We also learned the legend of the Flaming Mountain, when a priest made a journey to the west, crossing the hot mountain, borrowing a magical fan from a monster woman. From this story came four archetypes, representing four different kinds of personalities--one of which is a monkey king and the other a pig monk. Our visit to Flaming Mountain during China's "golden week" included a visit from these two characters. Chinese flock to this mountain like Americans go to Disneyland to see the mythical creatures there.

We also visited a Muslim minaret in the desert and got up close with the burial rites.

Checkpoint into the Canal System Exhibit. Notice anything different about the police officer?

We've never seen a police officer in high heels.

A vertical shaft dug to lower workers into the canal

The way they lowered workers into the canal system.
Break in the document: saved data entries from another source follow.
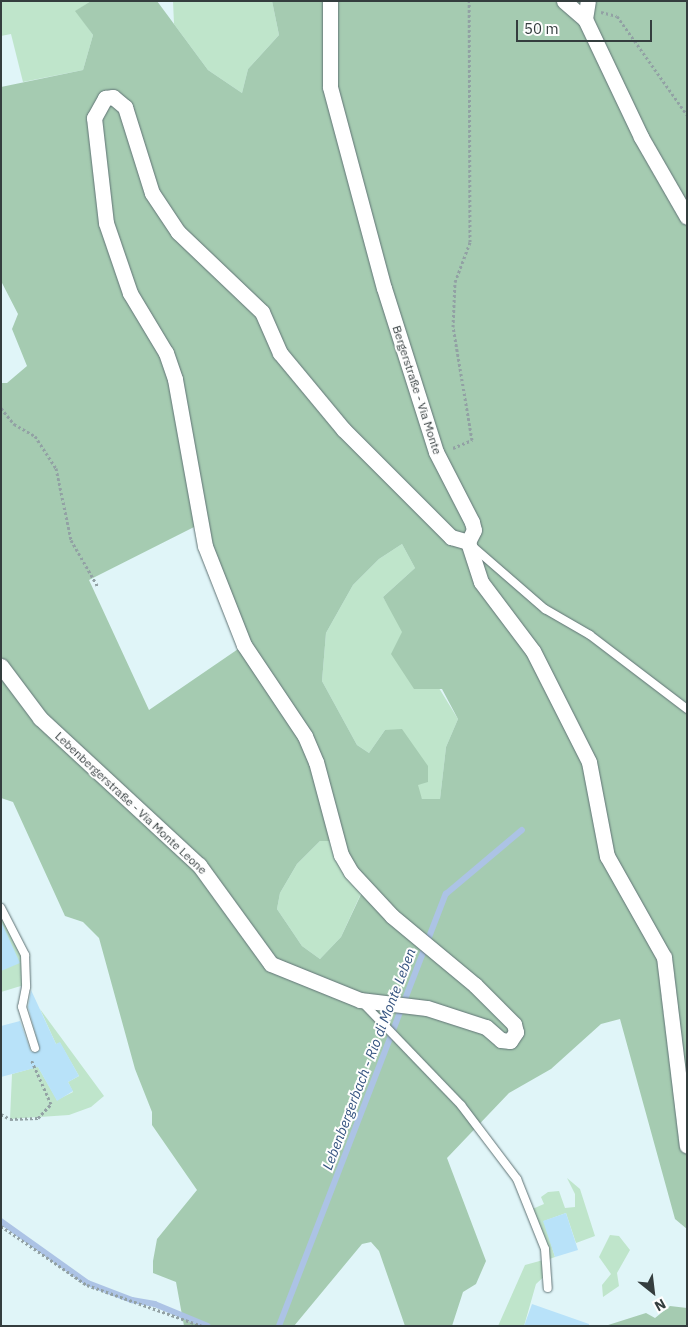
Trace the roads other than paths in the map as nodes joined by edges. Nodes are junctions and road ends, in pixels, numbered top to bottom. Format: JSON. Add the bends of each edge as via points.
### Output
{"nodes":[{"id":1,"x":330,"y":1,"type":"edge"},
{"id":2,"x":564,"y":1,"type":"edge"},
{"id":3,"x":588,"y":10,"type":"edge"},
{"id":4,"x":687,"y":217,"type":"edge"},
{"id":5,"x":468,"y":542,"type":"junction"},
{"id":6,"x":1,"y":666,"type":"edge"},
{"id":7,"x":687,"y":709,"type":"edge"},
{"id":8,"x":1,"y":908,"type":"edge"},
{"id":9,"x":360,"y":1000,"type":"junction"},
{"id":10,"x":35,"y":1048,"type":"road end"},
{"id":11,"x":687,"y":1146,"type":"edge"},
{"id":12,"x":548,"y":1288,"type":"dead end"}],
"edges":[{"from":1,"to":5,"type":"street","name":"Bergerstraße - Via Monte","via":[[330,87],[384,288],[436,452],[472,522],[474,530]]},
{"from":2,"to":3,"type":"street"},
{"from":3,"to":4,"type":"street","via":[[641,137]]},
{"from":5,"to":7,"type":"lane","via":[[545,609],[597,640]]},
{"from":5,"to":9,"type":"street","name":"Lebenbergerstraße - Via Monte Leone","via":[[452,537],[343,429],[280,353],[262,312],[178,232],[152,192],[125,107],[113,96],[104,98],[94,118],[106,223],[130,293],[166,353],[175,378],[205,546],[244,645],[304,736],[316,762],[341,854],[351,872],[392,916],[474,985],[514,1024],[516,1032],[510,1041],[501,1040],[486,1027],[427,1008]]},
{"from":5,"to":11,"type":"street","name":"Bergerstraße - Via Monte","via":[[481,582],[533,651],[589,762],[607,856],[664,957]]},
{"from":6,"to":9,"type":"street","name":"Lebenbergerstraße - Via Monte Leone","via":[[40,718],[199,865],[272,964]]},
{"from":8,"to":10,"type":"lane","via":[[25,955],[26,987],[22,1007]]},
{"from":9,"to":12,"type":"lane","name":"Lebenbergerstraße - Via Monte Leone","via":[[467,1112],[517,1179],[545,1249]]}]}
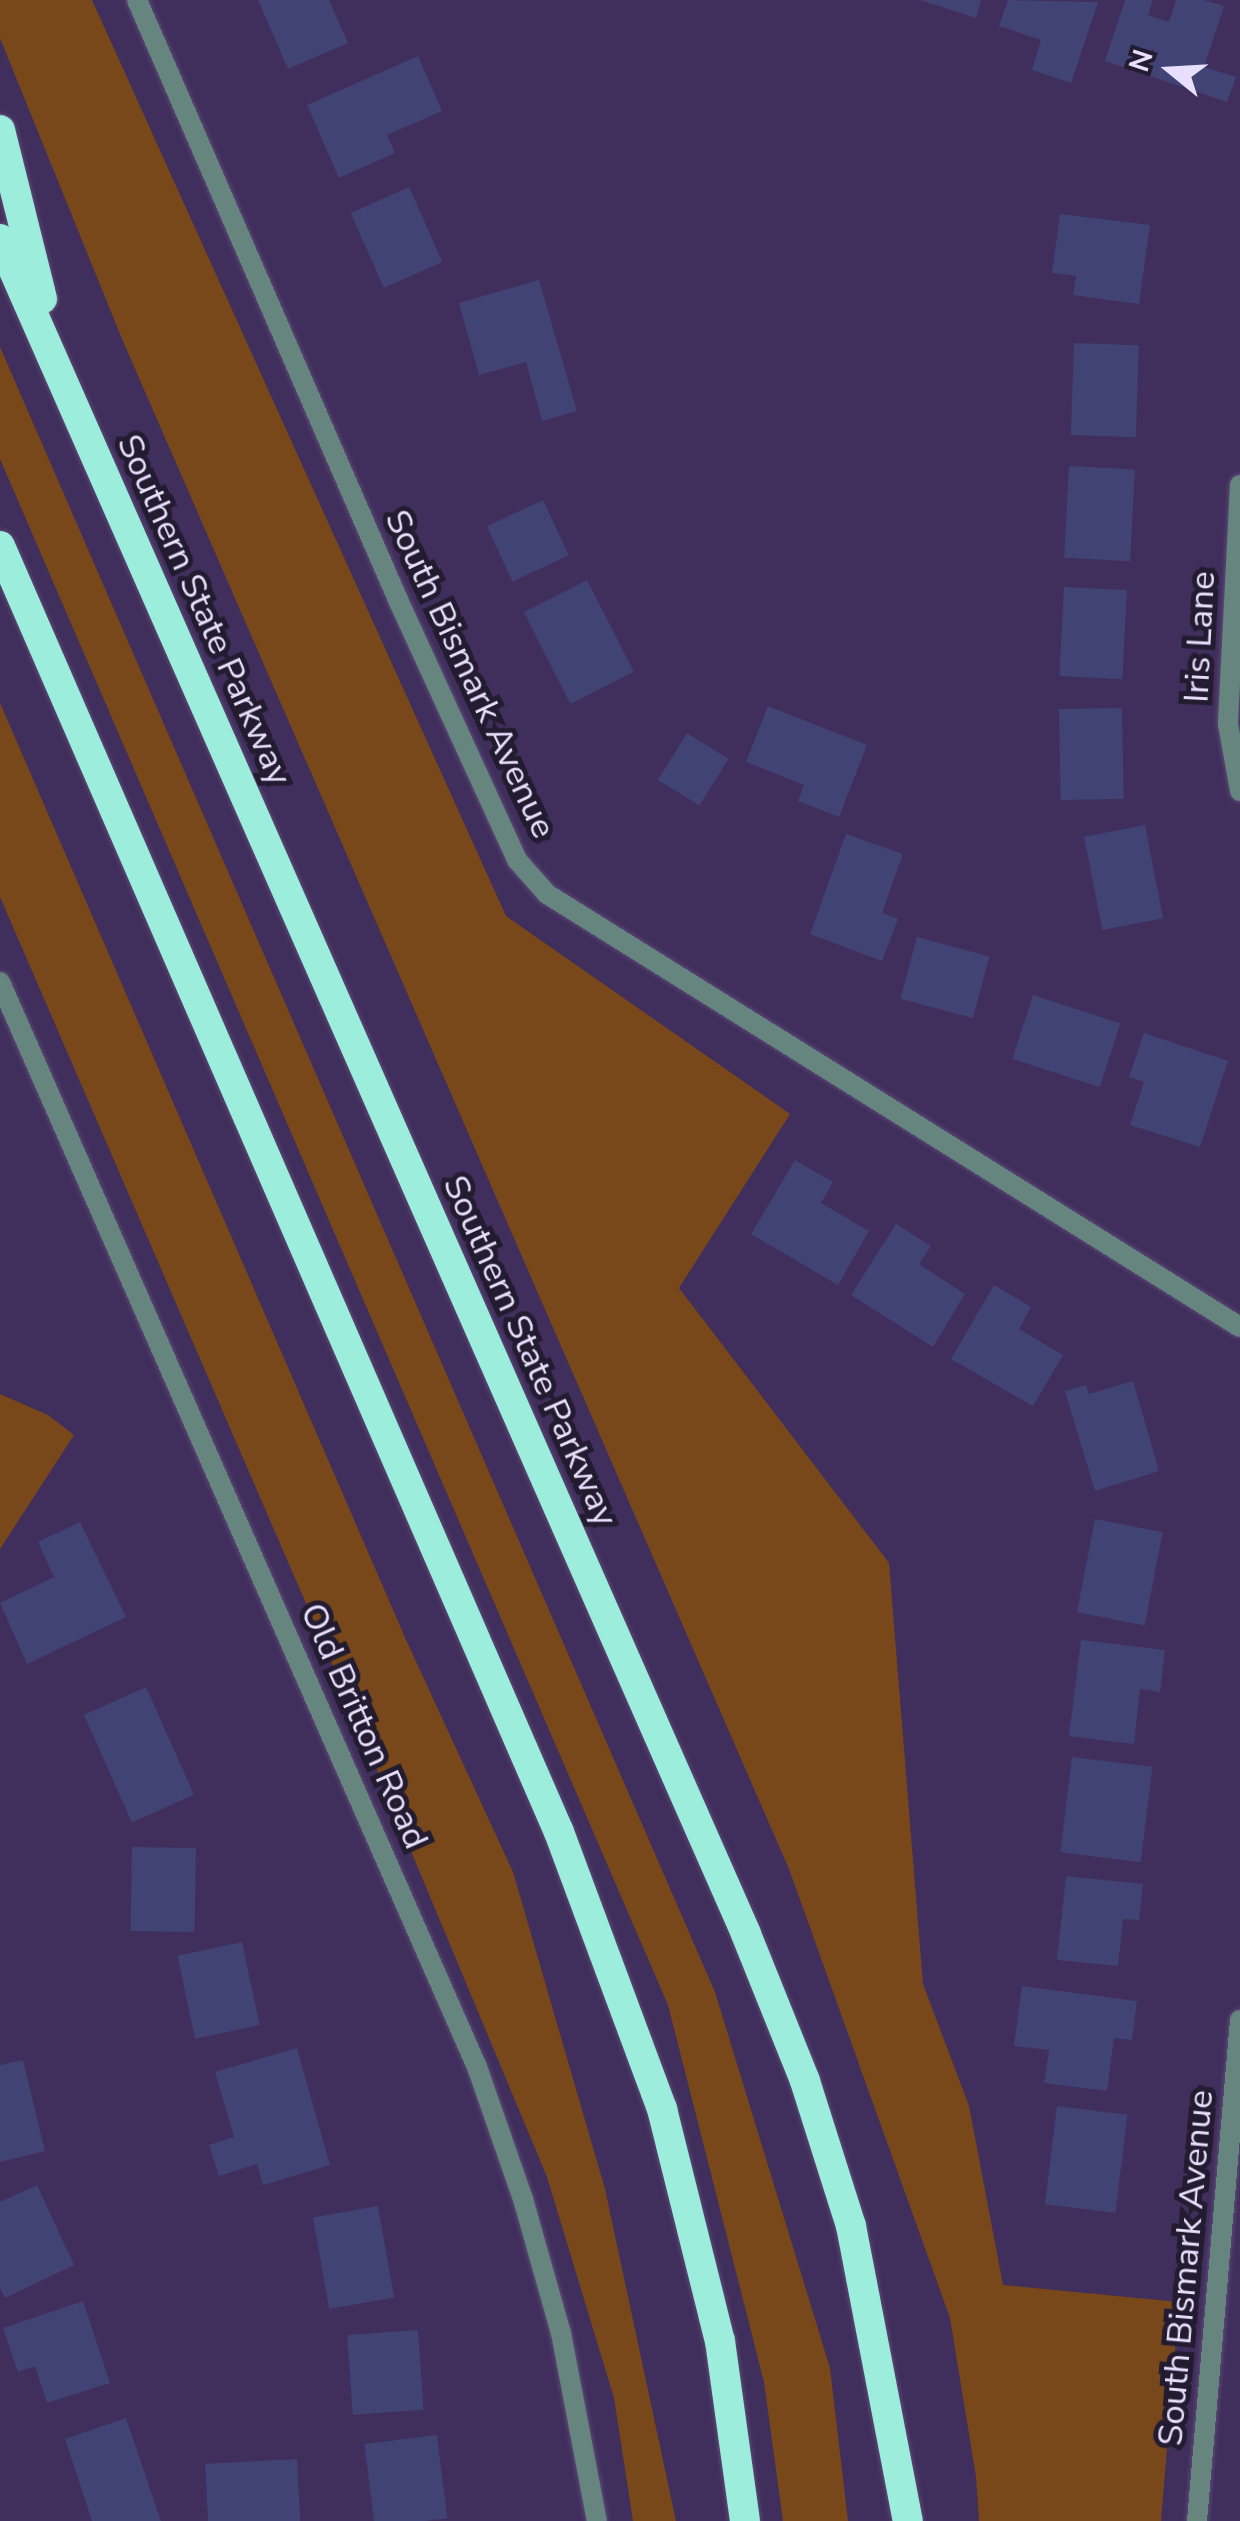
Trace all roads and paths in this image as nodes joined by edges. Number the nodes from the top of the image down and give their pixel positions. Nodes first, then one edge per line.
1 (138, 0) edge
2 (0, 130) edge
3 (0, 239) edge
4 (64, 384) junction
5 (1240, 485) edge
6 (0, 546) edge
7 (1240, 790) edge
8 (0, 982) edge
9 (1240, 1327) edge
10 (1240, 2020) edge
11 (596, 2521) edge
12 (745, 2521) edge
13 (908, 2521) edge
14 (1196, 2521) edge

1 - 9 street, South Bismark Avenue
2 - 4 highway
3 - 4 highway, Southern State Parkway
4 - 13 highway, Southern State Parkway
5 - 7 street, Iris Lane
6 - 12 highway
8 - 11 street, Old Britton Road
10 - 14 street, South Bismark Avenue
Underground water flowing.

I'm getting the better of him, right? Right? 
Flaming Mountain exhibit. Thousands of Chinese tourists here to see this mountain.

Laraine caught herself a pig monk, and the monkey king is right behind her. Flaming mountain background.

Monkey King

Commemorating the mythical story
Arriving at the Minarett



Prayer area.

When you kneel to pray, don't go falling down in any old way, do it carefully.

The different shapes denote whether the person buried was a man or a woman.

A blanket covering either an altar or a coffin, with offerings in the corner.